Shutdown Vacation in Death Valley: Harmony Borax Works

So one of the big things that brought people into Death Valley (on purpose) before air conditioning was mining.  Turns out borax was all over the place- at first they were just scraping it off the ground, but soon they turned to mining it.  For the first 6 years they used 20 mule teams pulling two large wagons to transport it out of the valley - hence the "20 Mule Team Strength" Borax you can buy today - and to maximize the profit on that they would process and purify the borax on the spot.  This meant they couldn't operate in the hottest summer months until they started shipping by train and the could afford to send the unpurified ore in the summer if not year-round.  After a couple decades, other easier sources of borax and other minerals and metals were found and the activity in Death Valley tapered off.

Meanwhile, the Harmony site was one of the oldest of it's kind, and also very well preserved.  There's no ranger or interpreter on site, so for the federal shutdown they originally closed off the parking lot, but people were just parking on the side of the highway and walking 200 yards to explore it.  Common sense then prevailed and the park decided it would better to just open the parking lot rather than have people crossing a 55 mph highway.  Seeing as it takes at least 3 hours of driving to get there from anywhere substantial, Death Valley has the advantage of not really being overly-supervised and the employees have more sympathy for visitors.  (This doesn't mean they are totally ignoring the shutdown rules, just that they have a little more leeway.)

The site is built into the side of a hill because it's next to a mine and they wanted to do a little work as possible in terms of moving things around.  One day in Death Valley and you'll feel the same.

The walking trail around Harmony is only about 1/4 mile.  Easy walking, though if you are in a wheelchair it might be tough to navigate.
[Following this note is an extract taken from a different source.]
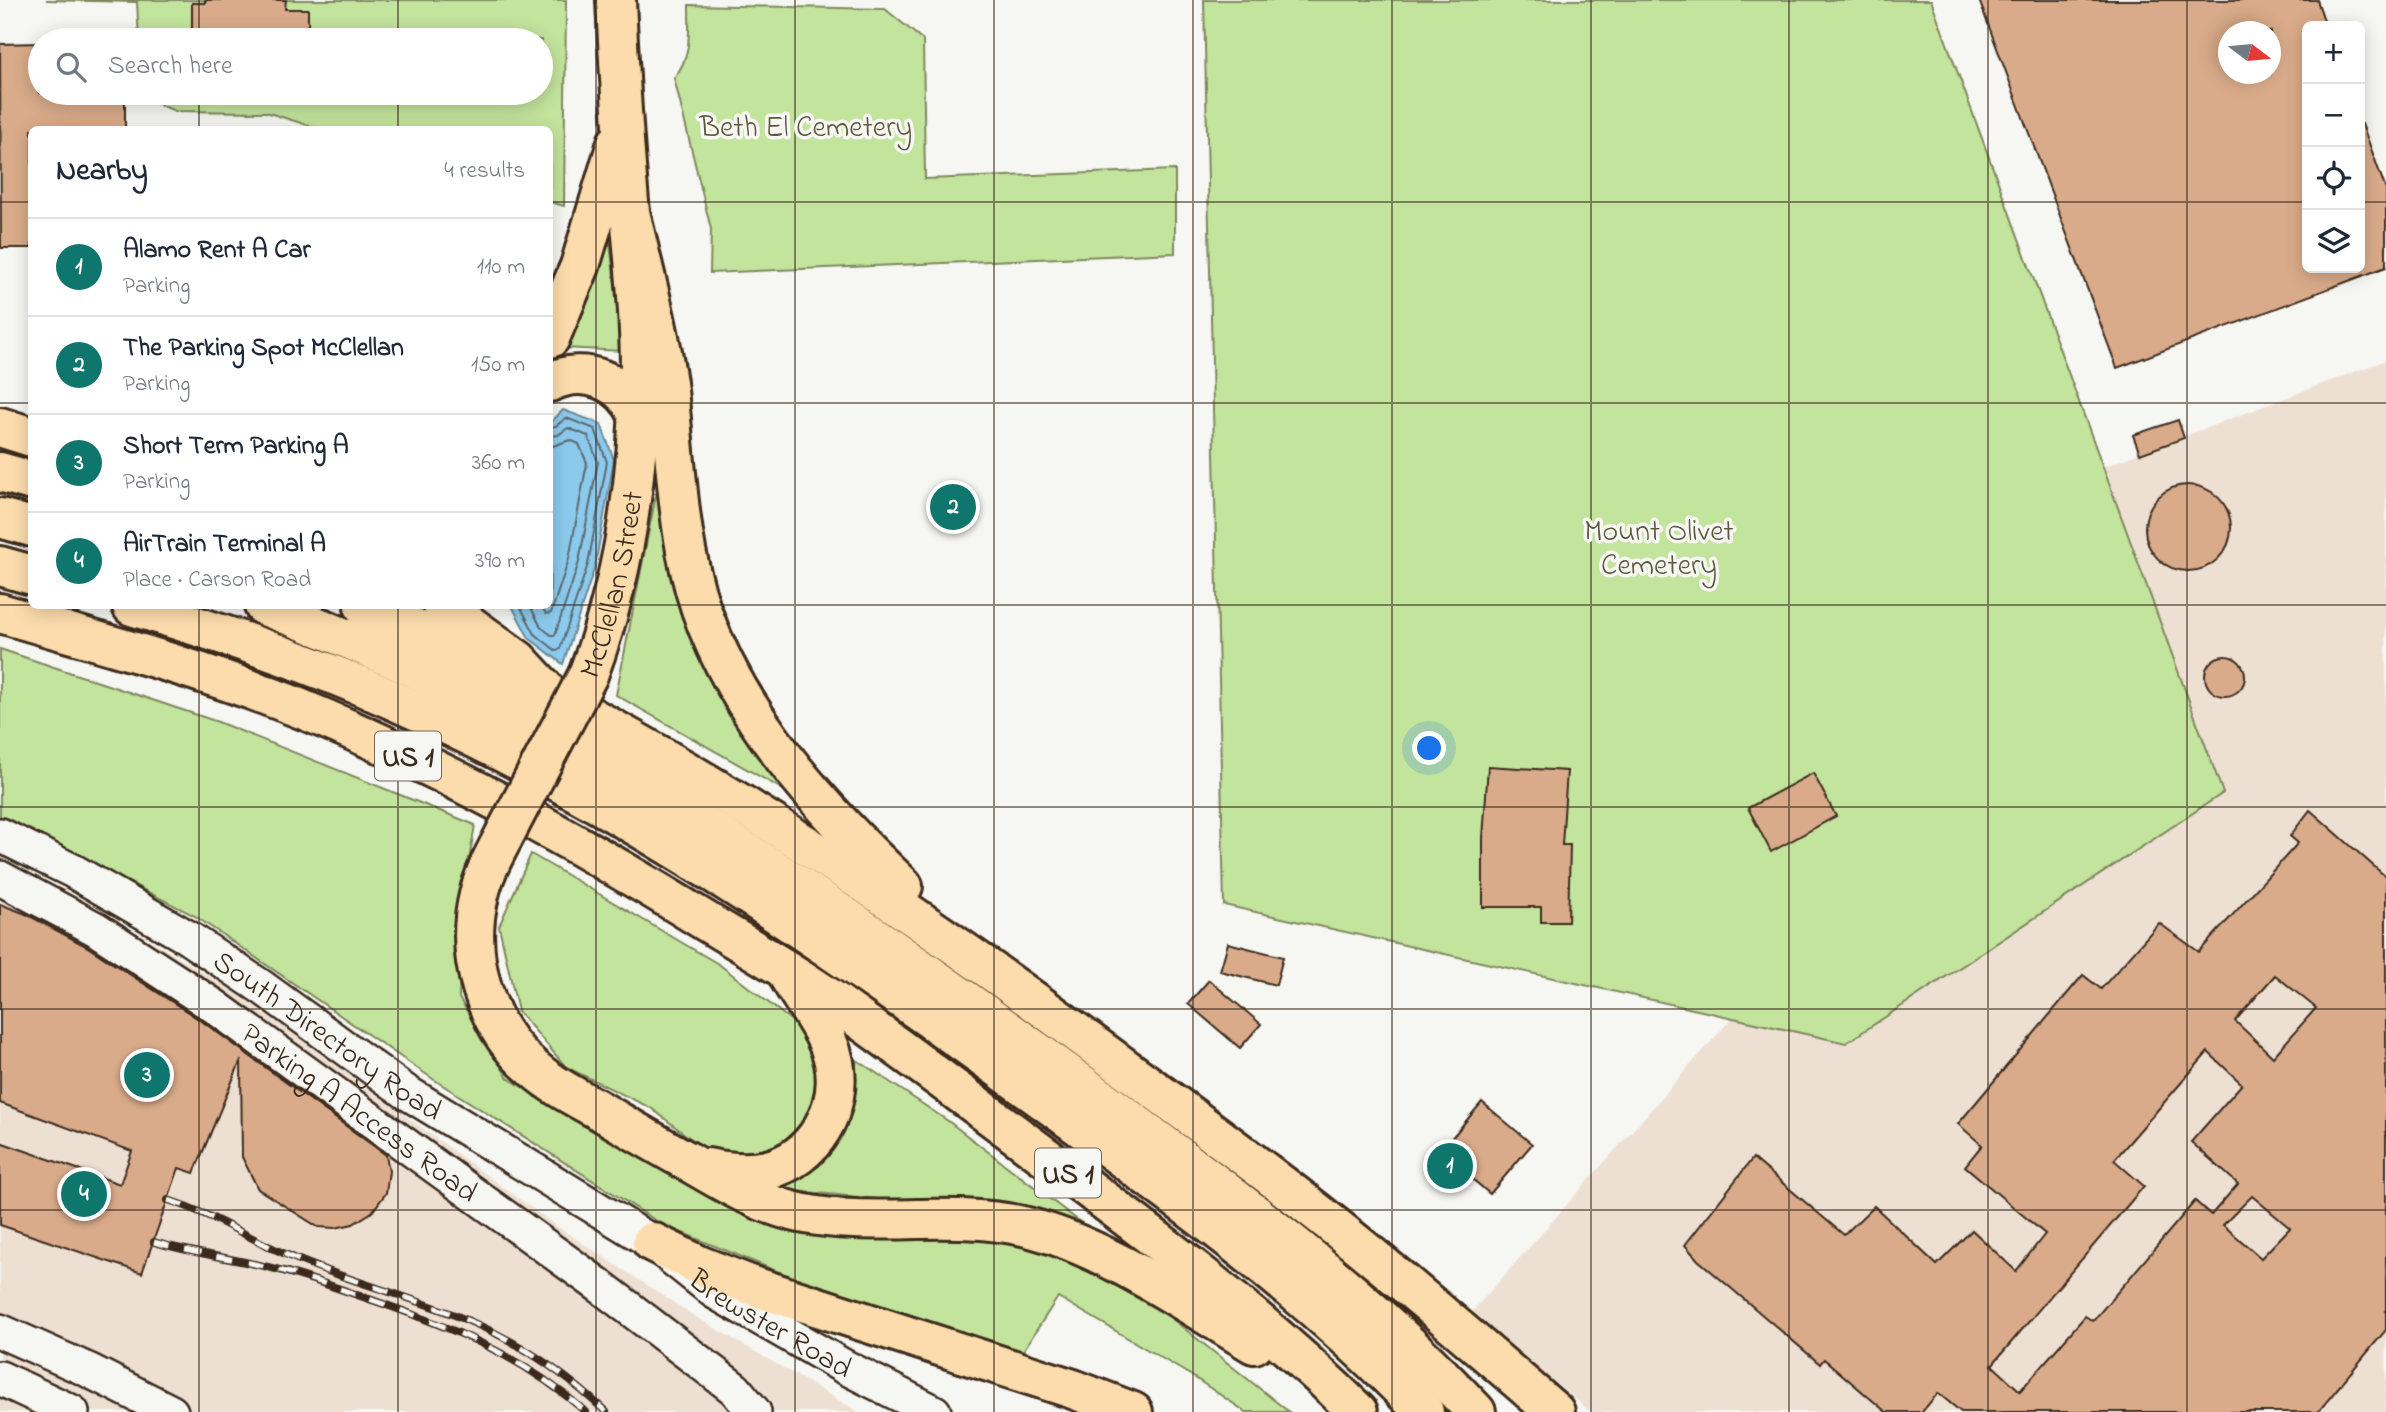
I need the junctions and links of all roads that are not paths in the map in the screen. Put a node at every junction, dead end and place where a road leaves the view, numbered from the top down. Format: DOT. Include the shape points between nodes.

One of the "20 Mule Team" wagons.  The big tank was for water.  Only purified Borax made the trip in these, anything else was a huge waste.

To the left you can the remains of the foundations of other buildings.  Most of the workers were Chinese and they lived in tents.  In the distance are the ruins of a few other structures, but those are on a dirt road and those were blocked off for the shutdown.  Like I said, they are using some common sense in opening sites, but they don't want to have to rescue anybody, either.

Here's where they purified the borax.  It went thought two heating processes and in the 2nd cooling the pure borax would crystallize on metal poles and leather strips (like rock candy) and they they would knock it off into the wagons.

The boiler.

Bring water everywhere.  I don't care what time of year it is.  Harmony is pretty close to the Visitor's Center (closed for the shutdown) which has maps, water, bathrooms, and a cool gift shop.  Furnace Creek also has a privately run hotel- resort (the park campsites are shut down).  That also has a couple restaurants, a gift shop, a tiny borax museum, public bathrooms, a post office, and a golf course.  Oh, and cell phone reception.